= What is required =
Among the entries, find the lines with the string "לבזובסקי" and copy them.

= Supplied material =
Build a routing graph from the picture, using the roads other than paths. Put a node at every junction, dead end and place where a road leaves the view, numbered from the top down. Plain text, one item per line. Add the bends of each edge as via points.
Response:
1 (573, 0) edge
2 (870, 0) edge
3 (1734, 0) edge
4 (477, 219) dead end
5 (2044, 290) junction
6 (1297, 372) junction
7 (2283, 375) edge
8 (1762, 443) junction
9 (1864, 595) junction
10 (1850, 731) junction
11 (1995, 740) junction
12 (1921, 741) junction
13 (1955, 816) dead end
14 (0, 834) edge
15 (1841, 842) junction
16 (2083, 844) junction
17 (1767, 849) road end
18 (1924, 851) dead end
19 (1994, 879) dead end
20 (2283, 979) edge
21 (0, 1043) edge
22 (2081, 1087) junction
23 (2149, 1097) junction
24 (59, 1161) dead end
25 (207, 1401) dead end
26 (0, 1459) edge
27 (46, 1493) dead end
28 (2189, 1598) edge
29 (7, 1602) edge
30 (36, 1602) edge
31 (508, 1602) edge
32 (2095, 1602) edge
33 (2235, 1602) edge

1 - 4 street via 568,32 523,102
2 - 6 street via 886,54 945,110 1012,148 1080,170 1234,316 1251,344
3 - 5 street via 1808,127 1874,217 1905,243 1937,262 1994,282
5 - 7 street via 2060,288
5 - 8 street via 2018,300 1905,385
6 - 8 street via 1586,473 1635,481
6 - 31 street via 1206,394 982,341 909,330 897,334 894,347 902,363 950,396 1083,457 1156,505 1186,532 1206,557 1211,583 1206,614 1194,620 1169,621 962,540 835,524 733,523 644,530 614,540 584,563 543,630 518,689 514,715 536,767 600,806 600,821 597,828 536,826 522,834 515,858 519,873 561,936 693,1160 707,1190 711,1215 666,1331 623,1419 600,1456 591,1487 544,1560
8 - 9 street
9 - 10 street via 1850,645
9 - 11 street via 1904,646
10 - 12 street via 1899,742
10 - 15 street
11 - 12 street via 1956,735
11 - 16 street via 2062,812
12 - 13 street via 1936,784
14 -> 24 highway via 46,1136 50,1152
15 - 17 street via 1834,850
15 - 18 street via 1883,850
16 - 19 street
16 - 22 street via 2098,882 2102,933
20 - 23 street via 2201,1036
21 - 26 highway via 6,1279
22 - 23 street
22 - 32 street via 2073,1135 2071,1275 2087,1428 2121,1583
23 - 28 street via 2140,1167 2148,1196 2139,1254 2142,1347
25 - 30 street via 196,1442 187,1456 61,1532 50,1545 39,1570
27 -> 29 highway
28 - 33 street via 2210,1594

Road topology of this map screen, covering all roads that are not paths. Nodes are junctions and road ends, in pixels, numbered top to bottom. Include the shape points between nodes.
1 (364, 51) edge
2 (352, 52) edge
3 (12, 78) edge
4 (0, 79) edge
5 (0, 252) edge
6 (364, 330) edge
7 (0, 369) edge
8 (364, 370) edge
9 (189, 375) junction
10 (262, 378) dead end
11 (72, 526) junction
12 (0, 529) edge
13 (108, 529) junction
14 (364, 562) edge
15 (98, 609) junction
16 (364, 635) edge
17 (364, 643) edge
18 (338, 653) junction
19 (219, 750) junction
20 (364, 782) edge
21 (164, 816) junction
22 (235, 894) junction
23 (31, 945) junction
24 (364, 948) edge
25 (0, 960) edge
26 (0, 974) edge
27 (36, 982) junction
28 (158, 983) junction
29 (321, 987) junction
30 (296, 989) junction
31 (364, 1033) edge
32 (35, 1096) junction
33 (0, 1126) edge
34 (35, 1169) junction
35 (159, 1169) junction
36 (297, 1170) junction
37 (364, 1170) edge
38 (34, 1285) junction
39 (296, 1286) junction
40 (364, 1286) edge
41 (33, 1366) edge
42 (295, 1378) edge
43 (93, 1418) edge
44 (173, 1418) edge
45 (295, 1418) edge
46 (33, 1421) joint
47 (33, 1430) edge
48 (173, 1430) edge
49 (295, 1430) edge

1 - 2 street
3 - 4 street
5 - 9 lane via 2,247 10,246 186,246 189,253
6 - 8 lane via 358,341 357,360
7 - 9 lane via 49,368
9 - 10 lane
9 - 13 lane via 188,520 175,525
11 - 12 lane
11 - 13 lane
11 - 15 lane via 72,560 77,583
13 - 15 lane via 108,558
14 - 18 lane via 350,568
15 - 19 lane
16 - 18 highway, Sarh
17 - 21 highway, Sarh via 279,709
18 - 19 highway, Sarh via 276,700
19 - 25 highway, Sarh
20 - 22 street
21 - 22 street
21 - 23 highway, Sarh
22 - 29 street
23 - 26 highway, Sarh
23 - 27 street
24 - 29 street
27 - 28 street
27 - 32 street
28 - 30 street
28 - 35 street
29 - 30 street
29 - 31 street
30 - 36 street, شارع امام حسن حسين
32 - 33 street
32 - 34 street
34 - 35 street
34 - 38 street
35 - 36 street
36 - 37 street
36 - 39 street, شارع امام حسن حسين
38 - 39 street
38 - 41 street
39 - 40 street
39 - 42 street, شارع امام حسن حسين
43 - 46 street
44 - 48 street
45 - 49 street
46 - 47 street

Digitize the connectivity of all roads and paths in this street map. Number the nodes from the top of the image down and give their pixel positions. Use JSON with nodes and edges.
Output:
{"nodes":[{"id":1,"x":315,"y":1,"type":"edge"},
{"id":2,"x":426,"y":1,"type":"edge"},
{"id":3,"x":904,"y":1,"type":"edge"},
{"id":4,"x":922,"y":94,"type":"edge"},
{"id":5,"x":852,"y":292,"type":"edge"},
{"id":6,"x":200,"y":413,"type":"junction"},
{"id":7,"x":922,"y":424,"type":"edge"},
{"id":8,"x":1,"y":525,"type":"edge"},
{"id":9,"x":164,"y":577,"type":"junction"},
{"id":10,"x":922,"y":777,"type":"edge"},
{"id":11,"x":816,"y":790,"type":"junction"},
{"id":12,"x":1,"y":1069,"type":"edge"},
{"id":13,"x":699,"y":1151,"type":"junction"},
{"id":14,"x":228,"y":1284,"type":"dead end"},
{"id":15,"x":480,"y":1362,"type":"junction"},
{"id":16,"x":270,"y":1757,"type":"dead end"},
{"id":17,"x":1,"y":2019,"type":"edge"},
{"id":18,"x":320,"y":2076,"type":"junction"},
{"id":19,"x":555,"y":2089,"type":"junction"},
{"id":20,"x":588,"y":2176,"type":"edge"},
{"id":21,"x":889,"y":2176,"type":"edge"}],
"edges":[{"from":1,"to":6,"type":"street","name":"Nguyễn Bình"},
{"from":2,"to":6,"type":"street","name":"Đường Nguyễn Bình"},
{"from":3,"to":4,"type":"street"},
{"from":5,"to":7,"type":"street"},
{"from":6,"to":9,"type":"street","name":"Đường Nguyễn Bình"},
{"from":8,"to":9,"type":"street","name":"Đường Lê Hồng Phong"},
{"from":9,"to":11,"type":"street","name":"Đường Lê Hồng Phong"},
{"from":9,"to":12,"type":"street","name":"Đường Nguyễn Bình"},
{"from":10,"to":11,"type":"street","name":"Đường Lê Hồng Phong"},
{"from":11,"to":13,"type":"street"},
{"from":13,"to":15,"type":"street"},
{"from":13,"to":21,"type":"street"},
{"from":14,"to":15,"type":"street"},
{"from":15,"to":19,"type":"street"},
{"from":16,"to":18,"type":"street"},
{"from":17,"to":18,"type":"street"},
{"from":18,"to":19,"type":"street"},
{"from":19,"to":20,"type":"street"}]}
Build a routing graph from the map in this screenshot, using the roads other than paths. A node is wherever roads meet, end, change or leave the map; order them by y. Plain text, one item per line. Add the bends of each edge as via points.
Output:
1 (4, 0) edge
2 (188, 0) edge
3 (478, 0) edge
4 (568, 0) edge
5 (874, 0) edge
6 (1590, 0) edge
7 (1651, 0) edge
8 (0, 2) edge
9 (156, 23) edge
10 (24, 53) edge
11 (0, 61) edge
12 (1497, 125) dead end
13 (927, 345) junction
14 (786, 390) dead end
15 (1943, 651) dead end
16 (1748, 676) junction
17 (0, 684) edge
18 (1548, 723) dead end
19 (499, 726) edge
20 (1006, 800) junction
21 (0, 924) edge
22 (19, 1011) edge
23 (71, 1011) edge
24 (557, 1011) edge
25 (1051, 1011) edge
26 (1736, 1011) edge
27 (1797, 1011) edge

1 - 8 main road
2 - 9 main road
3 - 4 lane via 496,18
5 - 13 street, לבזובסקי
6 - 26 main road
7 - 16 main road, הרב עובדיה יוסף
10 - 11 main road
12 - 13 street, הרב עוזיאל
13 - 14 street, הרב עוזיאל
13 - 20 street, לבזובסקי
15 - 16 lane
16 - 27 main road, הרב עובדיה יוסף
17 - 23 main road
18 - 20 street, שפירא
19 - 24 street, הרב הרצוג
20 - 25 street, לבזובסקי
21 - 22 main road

= Problem solution =
5 - 13 street, לבזובסקי
13 - 20 street, לבזובסקי
20 - 25 street, לבזובסקי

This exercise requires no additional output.